Need guidance on migrating MongoDB Atlas from GCP to AWS while maintaining current IOPS and minimizing cost

Hi everyone,

We’re evaluating migrating our MongoDB Atlas deployment from GCP to AWS to eliminate inter-cloud data transfer costs, but we’re running into storage performance limitations and increased infrastructure costs.

We currently have two Atlas clusters:

Stage Cluster

  • Dedicated M30

  • Single replica set (1 Primary, 2 Secondaries)

  • ~512 GB storage

  • Peak workload: ~7,000–8,000 IOPS

  • Inter-cloud data transfer: ~1.7 TB/month

Production Cluster

  • Dedicated M30

  • Single replica set (1 Primary, 2 Secondaries)

  • ~512 GB storage

  • Peak workload: ~7,000–8,000 IOPS

  • Inter-cloud data transfer: ~7.5 TB/month

When configuring an equivalent M30 cluster on AWS (eu-west-2), Atlas provides only around 3,000 IOPS, which is well below our workload requirements.

To achieve approximately 8,000 IOPS, we need to scale the AWS cluster to M50 and increase storage to around 4 TB. This significantly increases the Atlas infrastructure cost compared to our current GCP deployment.

Options We’ve Evaluated

1. Migrate as-is (M30)

  • ~3K IOPS

  • Not sufficient for either Stage or Production.

2. Upgrade permanently to M50

  • Meets the required performance (~8K IOPS).

  • Requires increasing storage from 512 GB to ~4 TB.

  • Atlas infrastructure cost increases significantly compared to the current GCP deployment.

  • The additional infrastructure cost largely offsets the savings from eliminating inter-cloud data transfer.

3. Scheduled scaling

Scale the cluster from M30 → M50 before our daily pipeline (approximately 2 hours), then scale it back to M30 after the pipeline completes.
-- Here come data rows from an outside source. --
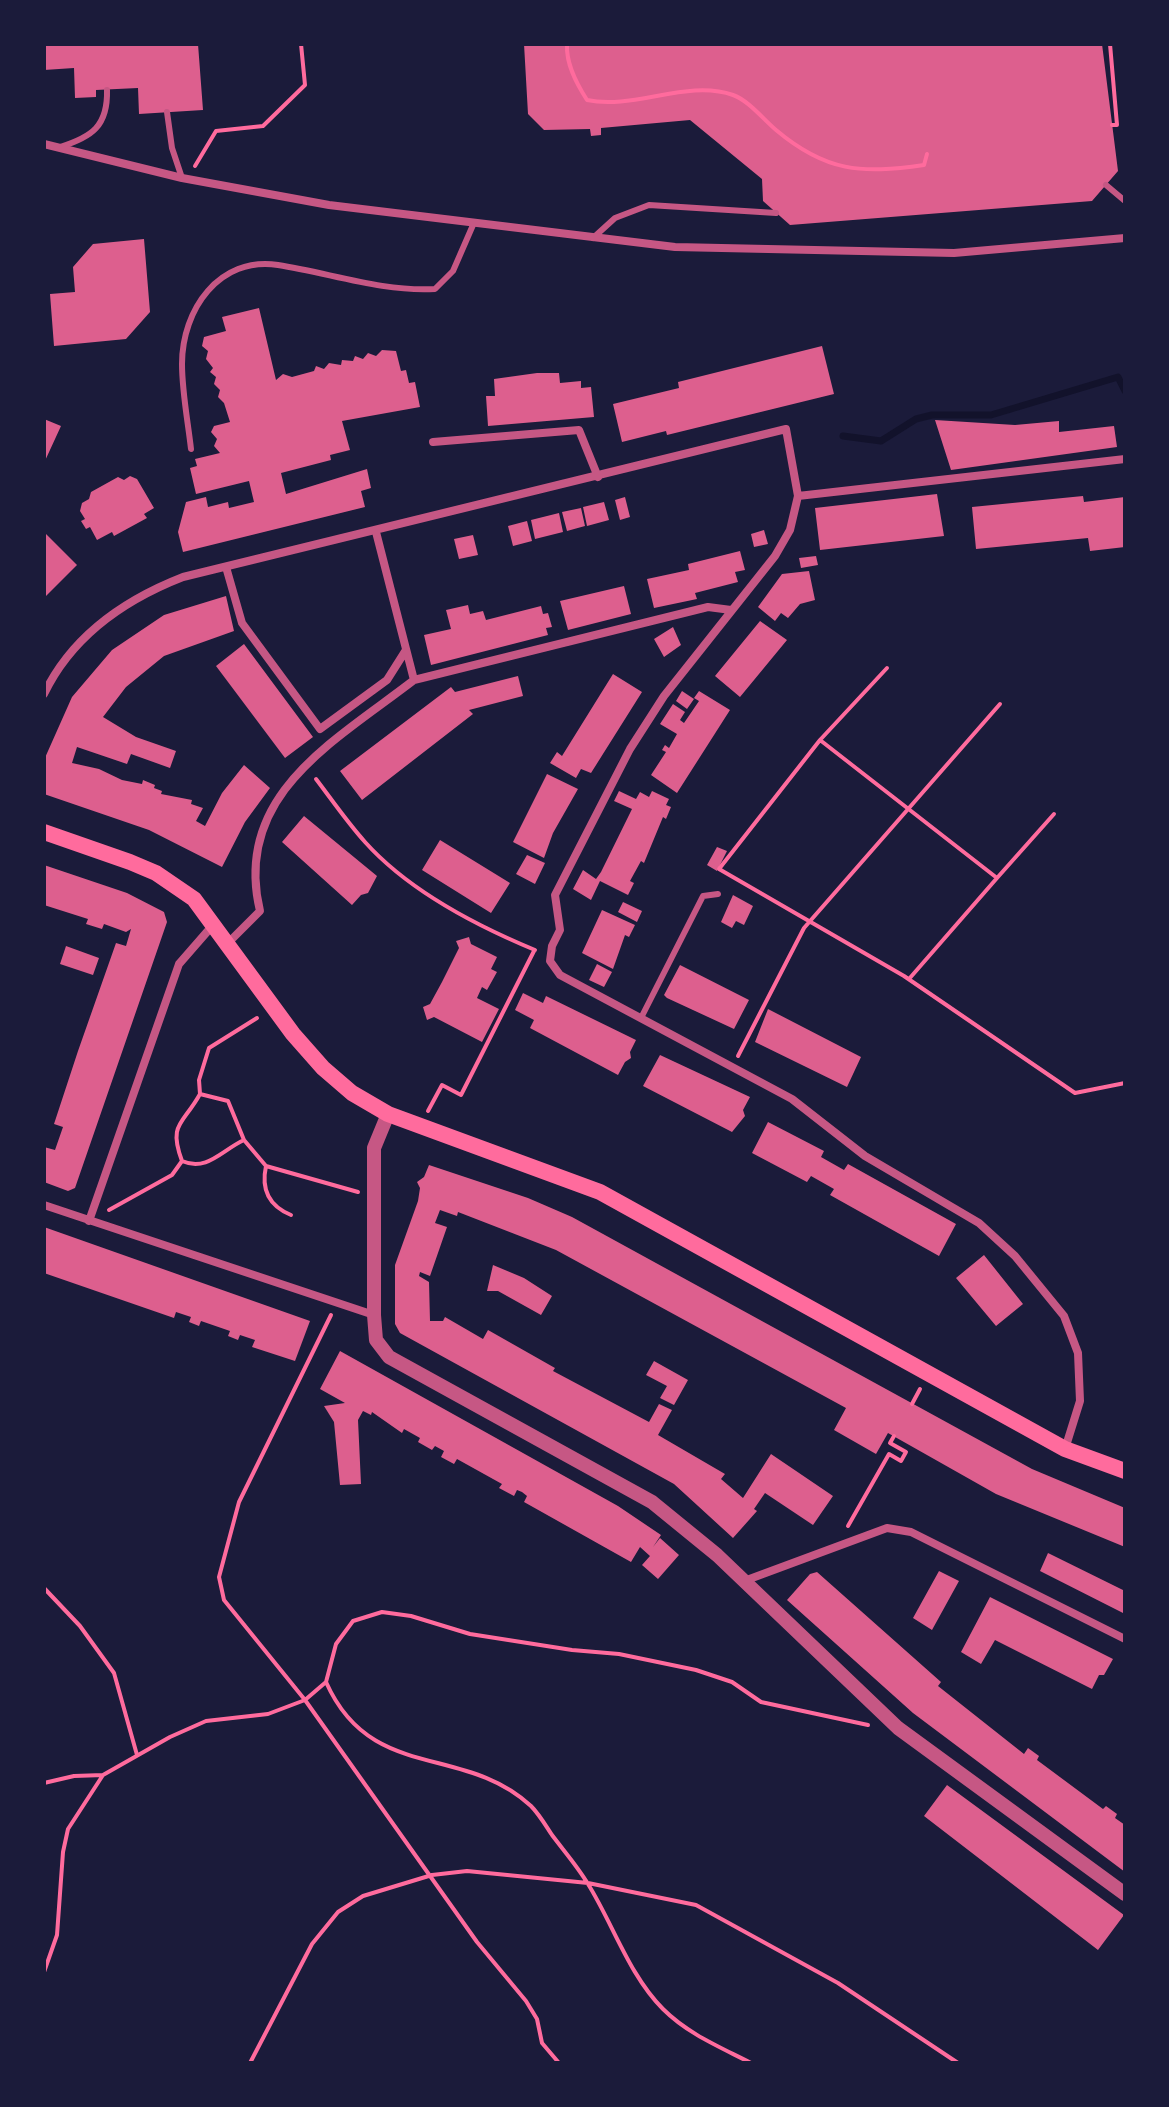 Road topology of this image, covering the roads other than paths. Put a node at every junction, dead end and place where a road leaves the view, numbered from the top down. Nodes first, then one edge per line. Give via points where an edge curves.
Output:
1 (107, 90) dead end
2 (167, 112) dead end
3 (44, 144) edge
4 (57, 148) junction
5 (185, 178) junction
6 (1106, 185) dead end
7 (1125, 201) edge
8 (776, 213) dead end
9 (473, 225) junction
10 (593, 238) junction
11 (1125, 238) edge
12 (433, 442) dead end
13 (191, 449) dead end
14 (1125, 459) edge
15 (598, 477) junction
16 (798, 496) junction
17 (376, 532) junction
18 (226, 567) junction
19 (731, 610) junction
20 (406, 650) junction
21 (414, 680) junction
22 (44, 694) edge
23 (44, 832) edge
24 (718, 894) dead end
25 (214, 925) junction
26 (228, 943) junction
27 (641, 1018) junction
28 (388, 1114) junction
29 (44, 1205) edge
30 (89, 1221) junction
31 (374, 1315) junction
32 (1065, 1449) junction
33 (1125, 1471) edge
34 (744, 1581) junction
35 (1125, 1639) edge
36 (1125, 1894) edge

1 - 4 lane via 107,110 88,139
2 - 5 lane via 172,148
3 - 4 street
4 - 5 street
5 - 9 street
6 - 7 lane
8 - 10 lane via 649,205 615,218
9 - 10 street
9 - 13 lane via 453,271 435,289 409,290 275,264 227,272 199,300 182,363
10 - 11 street via 675,247 954,253
12 - 15 street via 579,430
14 - 16 street
15 - 16 street via 786,429
15 - 17 street
16 - 19 street via 790,530 775,556
17 - 18 street
17 - 20 street
18 - 20 street via 242,623 320,729 387,680
18 - 22 street via 183,577 120,606 75,647
19 - 21 street via 708,607
19 - 27 street via 664,696 600,804 555,895 560,930 550,961 560,975
20 - 21 street
21 - 26 street via 305,764 285,787 259,837 253,884 260,911
23 - 25 main road via 156,873 194,899
24 - 27 lane via 703,896
25 - 26 main road
25 - 30 street via 179,964
26 - 28 main road via 323,1068
27 - 32 street via 792,1099 865,1156 979,1223 1038,1281 1064,1316 1078,1353 1080,1401
28 - 31 street via 374,1148
28 - 32 main road via 600,1192
29 - 30 street
30 - 31 street
31 - 34 street via 376,1340 389,1357 652,1502
32 - 33 main road
34 - 35 street via 887,1528 911,1532
34 - 36 street via 898,1728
This adds approximately $232/month to the Atlas cost.

For the Stage cluster, this additional cost is roughly equal to the savings from eliminating 1.7 TB/month of inter-cloud data transfer, so there is little financial benefit.

We’re still evaluating whether this approach is worthwhile for the Production cluster with ~7.5 TB/month of inter-cloud data transfer.

Questions

  1. Are there Atlas-supported ways to achieve 7K–8K IOPS on AWS without upgrading to a much larger cluster or significantly increasing storage capacity?

  2. Can higher IOPS be provisioned independently of storage size or cluster tier?

  3. Are there Atlas deployment configurations (storage type, instance family, etc.) that we’re overlooking?

  4. Has anyone migrated Atlas from GCP to AWS primarily to eliminate inter-cloud data transfer costs? If so, what architecture worked best?

  5. Are there any alternative approaches that would reduce inter-cloud data transfer costs without significantly increasing Atlas infrastructure costs?

I’d appreciate any suggestions or recommendations from anyone who has worked through a similar migration.

Hi @NAGA_HARI_CHANDANA_PALAGIRI

To answer your questions, please answer one thing - whether you are looking for migrating a Atlas Managed MongoDB to Self Managed MongoDB or Atlas to Atlas migration on different cloud services?

Answers to your questions as per my knowledge with Atlas:

  1. Are there Atlas-supported ways to achieve 7K–8K IOPS on AWS without upgrading to a much larger cluster or significantly increasing storage capacity?

    Ans: Nope.

  2. Can higher IOPS be provisioned independently of storage size or cluster tier?

    Ans: No.

  3. Has anyone migrated Atlas from GCP to AWS primarily to eliminate inter-cloud data transfer costs? If so, what architecture worked best?

    Ans: Yes we have migrated from Atlas to AWS Self Hosted MongoDB to eliminate huge Atlas expenses.